Source records:
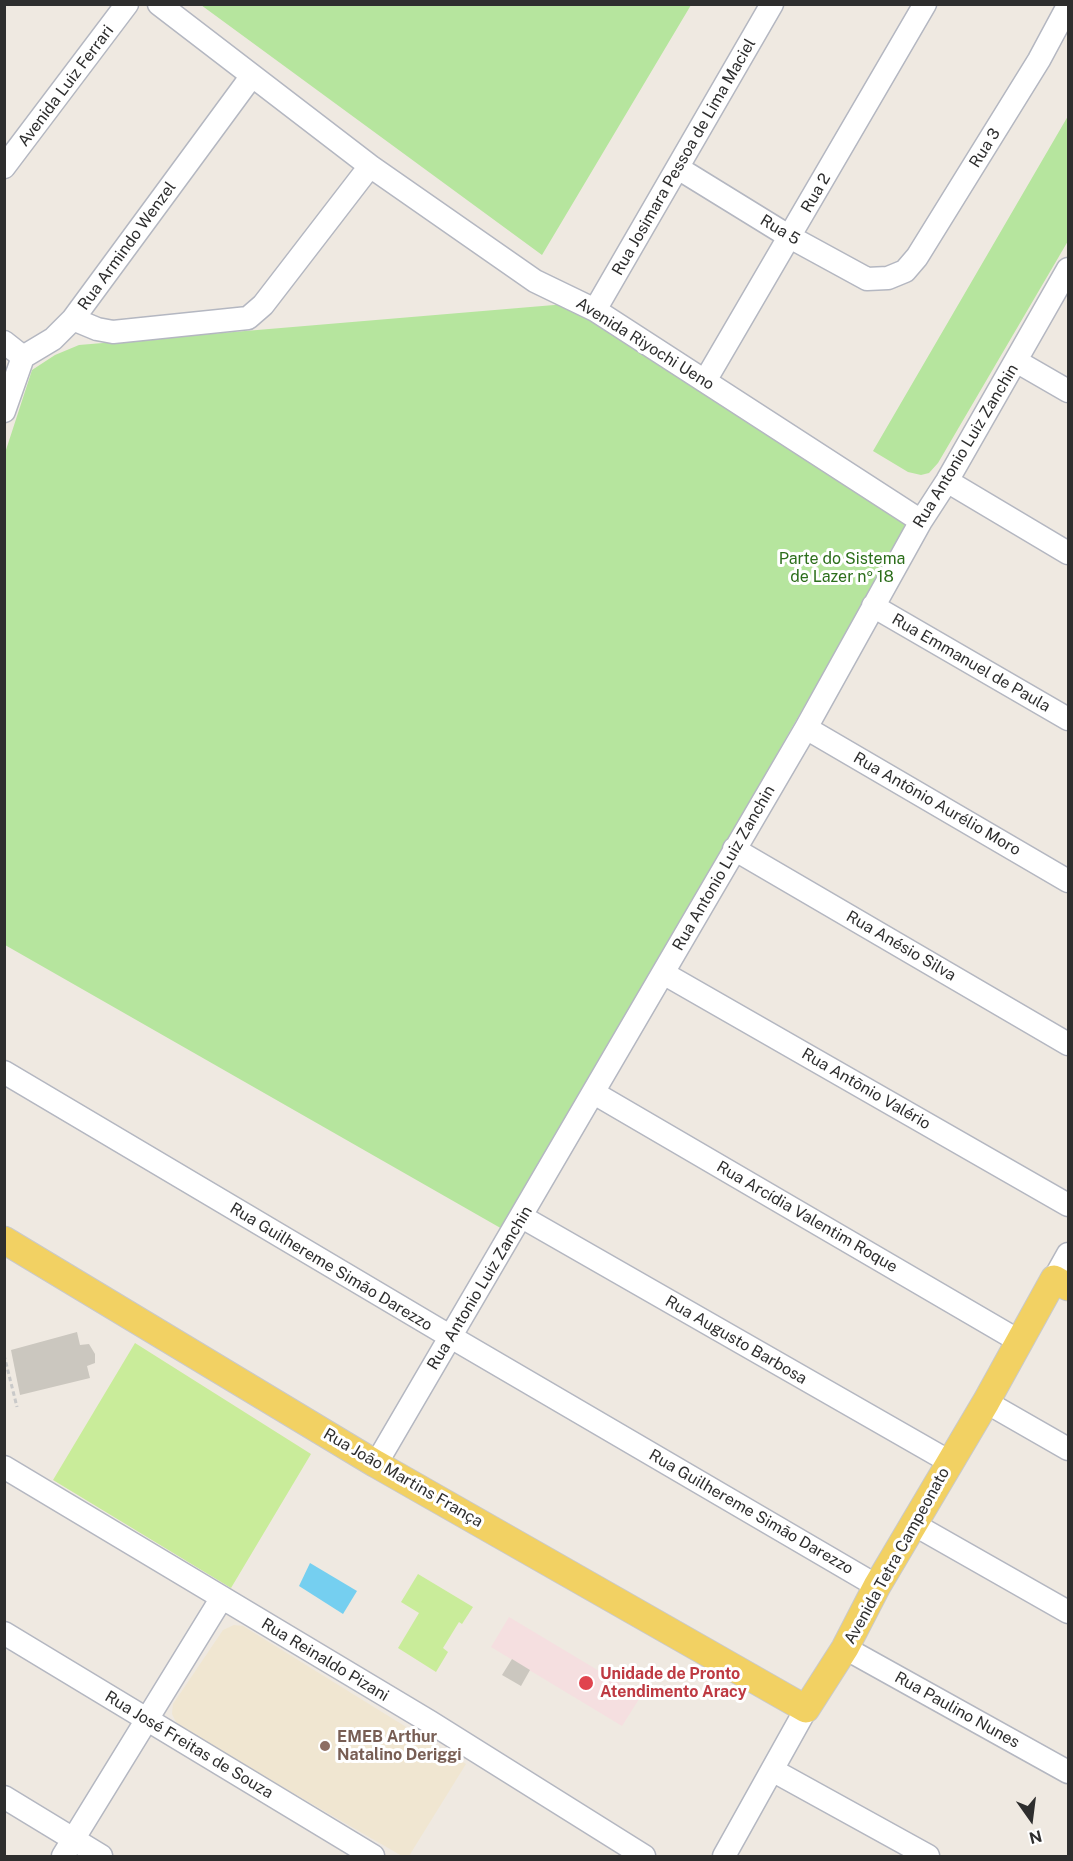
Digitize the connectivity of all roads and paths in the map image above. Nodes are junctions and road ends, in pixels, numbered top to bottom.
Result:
1 (127, 4) edge
2 (159, 4) edge
3 (772, 4) edge
4 (925, 4) edge
5 (1068, 6) edge
6 (252, 76) junction
7 (370, 166) junction
8 (4, 167) edge
9 (678, 168) junction
10 (790, 237) junction
11 (1068, 269) edge
12 (888, 279) joint
13 (595, 310) junction
14 (73, 319) junction
15 (4, 342) edge
16 (24, 357) junction
17 (1016, 361) junction
18 (705, 381) junction
19 (1068, 391) edge
20 (4, 411) edge
21 (947, 481) junction
22 (921, 521) junction
23 (1068, 553) edge
24 (873, 606) junction
25 (1068, 719) edge
26 (806, 728) junction
27 (734, 849) junction
28 (1068, 881) edge
29 (663, 973) junction
30 (1068, 1044) edge
31 (4, 1072) edge
32 (594, 1093) junction
33 (1068, 1205) edge
34 (522, 1217) junction
35 (4, 1240) edge
36 (1068, 1254) edge
37 (1061, 1283) edge
38 (450, 1337) junction
39 (1019, 1341) junction
40 (4, 1355) edge
41 (986, 1402) junction
42 (17, 1407) dead end
43 (1068, 1449) edge
44 (950, 1462) junction
45 (376, 1464) junction
46 (4, 1467) edge
47 (915, 1525) junction
48 (877, 1586) junction
49 (221, 1599) junction
50 (1068, 1612) edge
51 (4, 1633) edge
52 (845, 1648) junction
53 (807, 1709) junction
54 (147, 1720) junction
55 (774, 1771) junction
56 (1068, 1772) edge
57 (4, 1797) edge
58 (68, 1848) edge
59 (101, 1857) edge
60 (373, 1857) edge
61 (644, 1857) edge
62 (724, 1857) edge
63 (928, 1857) edge

1 - 8 street, Avenida Luiz Ferrari
2 - 6 street, Avenida Riyochi Ueno
3 - 9 street, Rua Josimara Pessoa de Lima Maciel
4 - 10 street, Rua 2
5 - 12 street, Rua 3
6 - 7 street, Avenida Riyochi Ueno
6 - 14 street, Rua Armindo Wenzel
7 - 13 street, Avenida Riyochi Ueno
7 - 14 street
9 - 10 street, Rua 5
9 - 13 street, Rua Josimara Pessoa de Lima Maciel
10 - 12 street, Rua 5
10 - 18 street, Rua 2
11 - 17 street, Rua Antonio Luiz Zanchin
13 - 18 street, Avenida Riyochi Ueno
14 - 16 street, Rua Armindo Wenzel
15 - 16 street
16 - 20 street
17 - 19 street
17 - 21 street, Rua Antonio Luiz Zanchin
18 - 22 street, Avenida Riyochi Ueno
21 - 22 street, Rua Antonio Luiz Zanchin
21 - 23 street
22 - 24 street, Rua Antonio Luiz Zanchin
24 - 25 street, Rua Emmanuel de Paula
24 - 26 street, Rua Antonio Luiz Zanchin
26 - 27 street, Rua Antonio Luiz Zanchin
26 - 28 street, Rua Antõnio Aurélio Moro
27 - 29 street, Rua Antonio Luiz Zanchin
27 - 30 street, Rua Anésio Silva
29 - 32 street, Rua Antonio Luiz Zanchin
29 - 33 street, Rua Antõnio Valério
31 - 38 street, Rua Guilhereme Simão Darezzo
32 - 34 street, Rua Antonio Luiz Zanchin
32 - 39 street, Rua Arcídia Valentim Roque
34 - 38 street, Rua Antonio Luiz Zanchin
34 - 44 street, Rua Augusto Barbosa
35 - 45 main road, Rua João Martins França
36 - 37 street, Avenida Tetra Campeonato
37 - 39 main road, Avenida Tetra Campeonato
38 - 45 street, Rua Antonio Luiz Zanchin
38 - 48 street, Rua Guilhereme Simão Darezzo
39 - 41 main road, Avenida Tetra Campeonato
40 - 42 path
41 - 43 street
41 - 44 main road, Avenida Tetra Campeonato
44 - 47 main road, Avenida Tetra Campeonato
45 - 53 main road, Rua João Martins França
46 - 49 street, Rua Reinaldo Pizani
47 - 48 main road, Avenida Tetra Campeonato
47 - 50 street
48 - 52 main road, Avenida Tetra Campeonato
49 - 54 street
49 - 61 street, Rua Reinaldo Pizani
51 - 54 street, Rua José Freitas de Souza
52 - 53 main road, Avenida Tetra Campeonato
52 - 56 street, Rua Paulino Nunes
53 - 55 street, Avenida Tetra Campeonato
54 - 58 street
54 - 60 street, Rua José Freitas de Souza
55 - 62 street, Avenida Tetra Campeonato
55 - 63 street
57 - 58 street
58 - 59 street

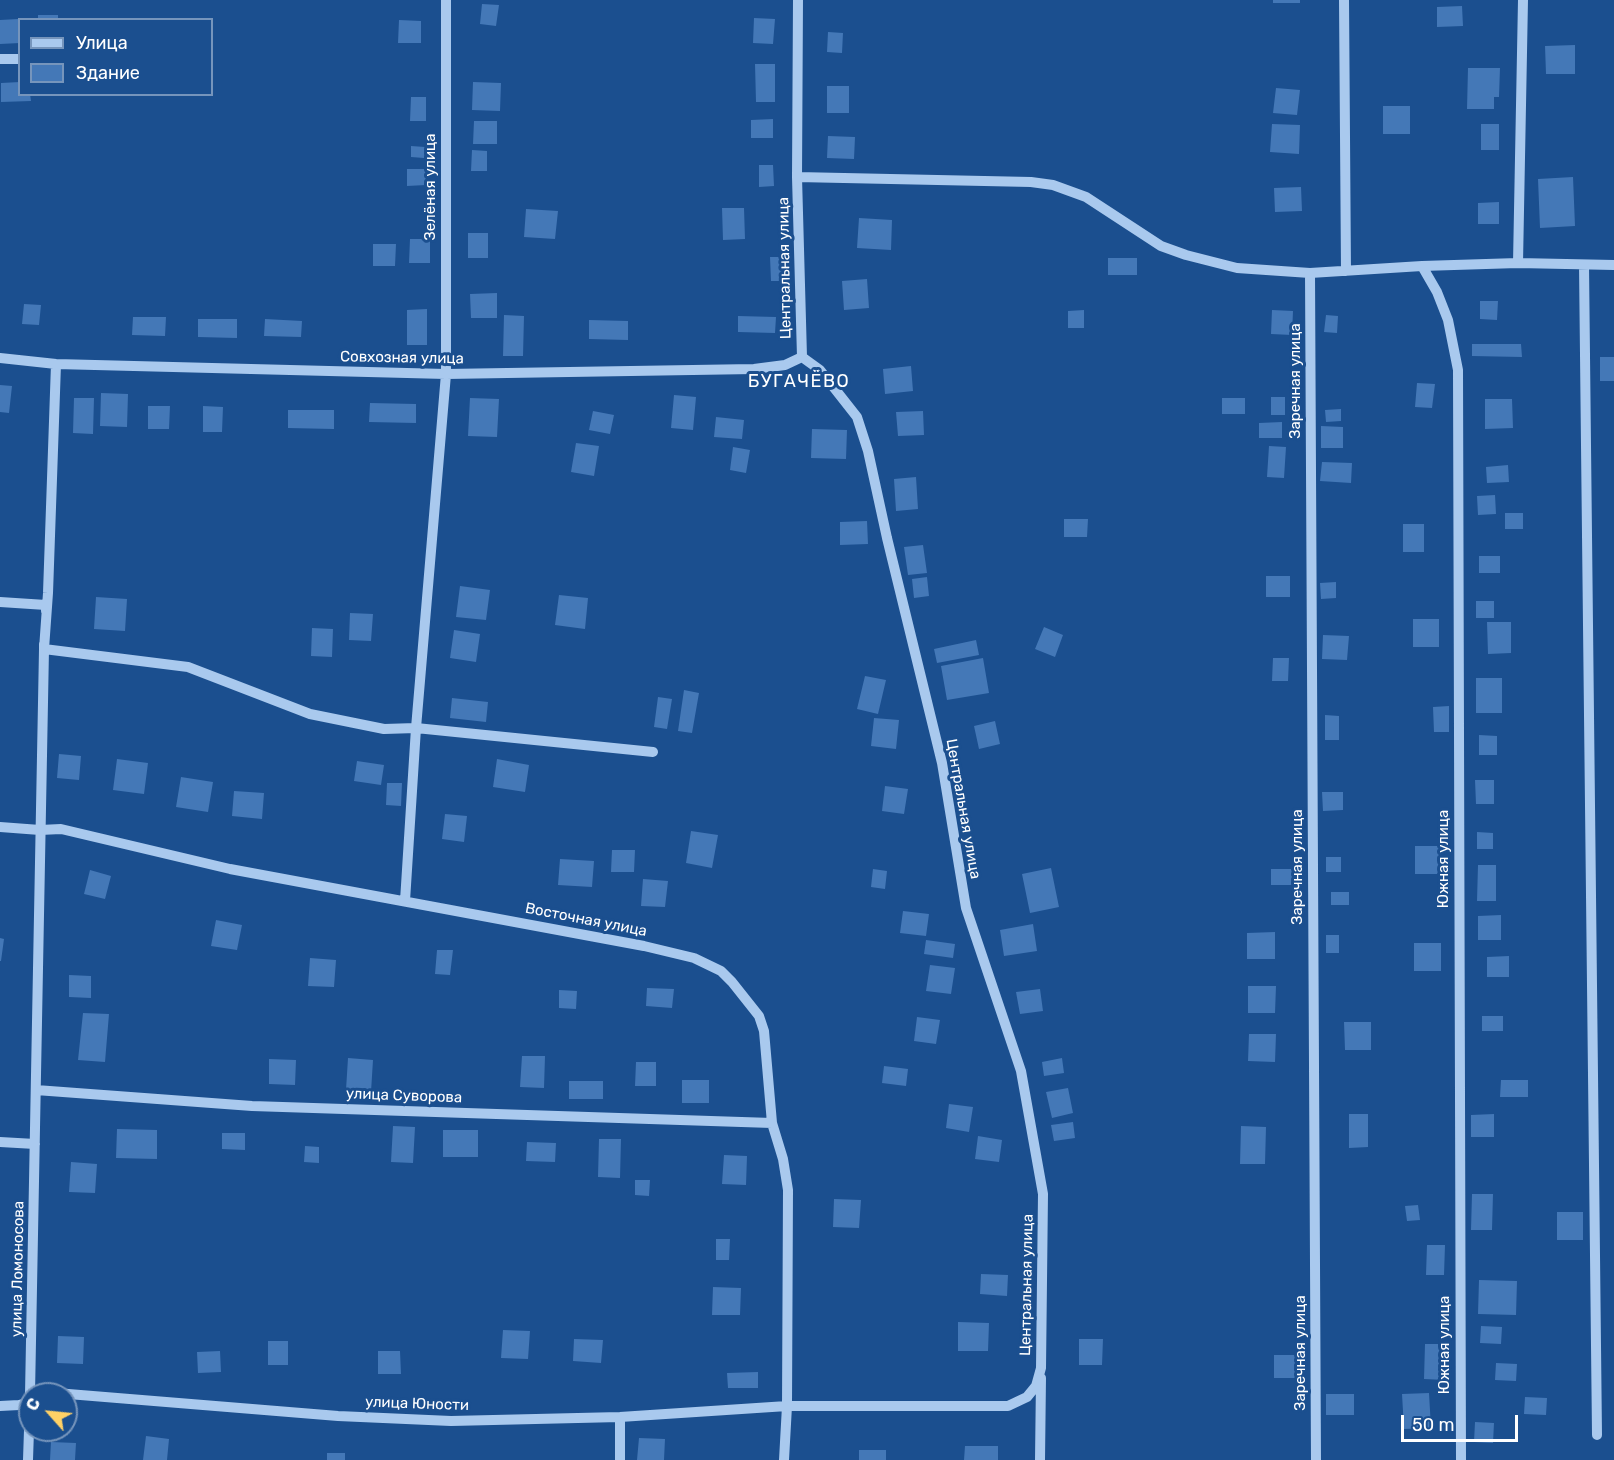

Requirement:
Would you show every line in the data above that contains the string "Armindo"?

Worked solution:
6 - 14 street, Rua Armindo Wenzel
14 - 16 street, Rua Armindo Wenzel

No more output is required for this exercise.